* _Available data_
--------
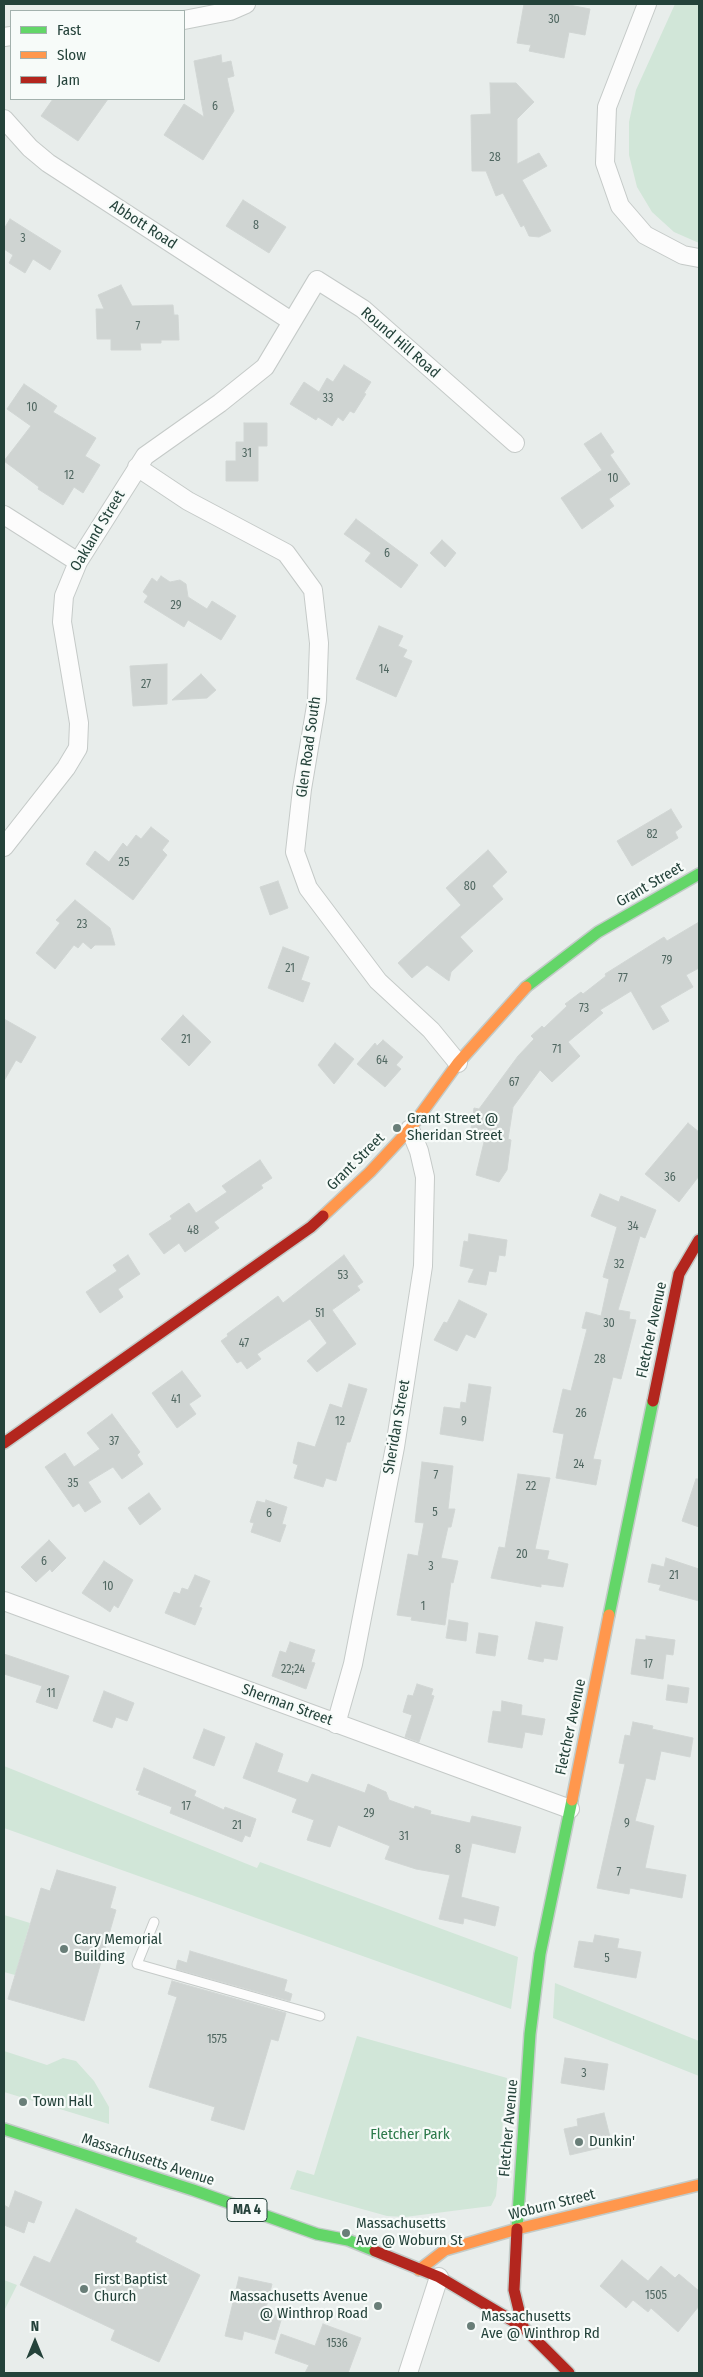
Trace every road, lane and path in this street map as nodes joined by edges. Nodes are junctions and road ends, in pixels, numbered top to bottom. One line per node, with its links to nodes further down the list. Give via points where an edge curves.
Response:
1 (246, 4): 3 (street, via 230,11)
2 (647, 4): 5 (street, via 607,107 605,163 620,206 645,234 684,255)
3 (185, 20)
4 (4, 119): 6 (street, Abbott Road, via 48,163)
5 (699, 258)
6 (291, 321): 7 (street, Round Hill Road, via 317,280 362,310); 8 (street, Oakland Street, via 265,367 145,456)
7 (515, 443)
8 (137, 467): 10 (street, Oakland Street); 13 (street, Glen Road South, via 188,501 286,553 313,590 319,644 317,700 295,852 308,888 378,981 431,1030)
9 (4, 514): 10 (street)
10 (78, 562): 11 (street, Oakland Street, via 64,596 62,622 78,723 78,748)
11 (4, 847)
12 (699, 874): 13 (street, Grant Street, via 598,932 525,988)
13 (458, 1063): 14 (street, Grant Street)
14 (410, 1129): 16 (street, Grant Street, via 311,1227); 18 (street, Sheridan Street, via 420,1151 425,1177 423,1266 396,1440 353,1664)
15 (699, 1240): 19 (street, Fletcher Avenue, via 679,1274)
16 (4, 1443)
17 (4, 1601): 18 (street, Sherman Street)
18 (336, 1724): 19 (street, Sherman Street)
19 (570, 1809): 24 (street, Fletcher Avenue, via 534,1996)
20 (154, 1922): 21 (lane, via 137,1964)
21 (320, 2016)
22 (4, 2129): 25 (street, Massachusetts Avenue / MA 4, via 186,2187 317,2234 348,2240)
23 (699, 2185): 24 (street, Woburn Street)
24 (517, 2229): 25 (street, Woburn Street, via 445,2250); 27 (street, Fletcher Avenue, via 514,2290)
25 (419, 2270): 26 (street, Massachusetts Avenue / MA 4)
26 (438, 2277): 27 (street, Massachusetts Avenue / MA 4); 28 (street)
27 (523, 2327): 29 (street, Massachusetts Avenue / MA 4)
28 (408, 2373)
29 (569, 2373)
--------
* _Work instructions_
Could you print all of the entries exactly, skipping the images?

* _Answer to this task_
Trace every road, lane and path in this street map as nodes joined by edges. Nodes are junctions and road ends, in pixels, numbered top to bottom. One line per node, with its links to nodes further down the list. Give via points where an edge curves.
Response:
1 (246, 4): 3 (street, via 230,11)
2 (647, 4): 5 (street, via 607,107 605,163 620,206 645,234 684,255)
3 (185, 20)
4 (4, 119): 6 (street, Abbott Road, via 48,163)
5 (699, 258)
6 (291, 321): 7 (street, Round Hill Road, via 317,280 362,310); 8 (street, Oakland Street, via 265,367 145,456)
7 (515, 443)
8 (137, 467): 10 (street, Oakland Street); 13 (street, Glen Road South, via 188,501 286,553 313,590 319,644 317,700 295,852 308,888 378,981 431,1030)
9 (4, 514): 10 (street)
10 (78, 562): 11 (street, Oakland Street, via 64,596 62,622 78,723 78,748)
11 (4, 847)
12 (699, 874): 13 (street, Grant Street, via 598,932 525,988)
13 (458, 1063): 14 (street, Grant Street)
14 (410, 1129): 16 (street, Grant Street, via 311,1227); 18 (street, Sheridan Street, via 420,1151 425,1177 423,1266 396,1440 353,1664)
15 (699, 1240): 19 (street, Fletcher Avenue, via 679,1274)
16 (4, 1443)
17 (4, 1601): 18 (street, Sherman Street)
18 (336, 1724): 19 (street, Sherman Street)
19 (570, 1809): 24 (street, Fletcher Avenue, via 534,1996)
20 (154, 1922): 21 (lane, via 137,1964)
21 (320, 2016)
22 (4, 2129): 25 (street, Massachusetts Avenue / MA 4, via 186,2187 317,2234 348,2240)
23 (699, 2185): 24 (street, Woburn Street)
24 (517, 2229): 25 (street, Woburn Street, via 445,2250); 27 (street, Fletcher Avenue, via 514,2290)
25 (419, 2270): 26 (street, Massachusetts Avenue / MA 4)
26 (438, 2277): 27 (street, Massachusetts Avenue / MA 4); 28 (street)
27 (523, 2327): 29 (street, Massachusetts Avenue / MA 4)
28 (408, 2373)
29 (569, 2373)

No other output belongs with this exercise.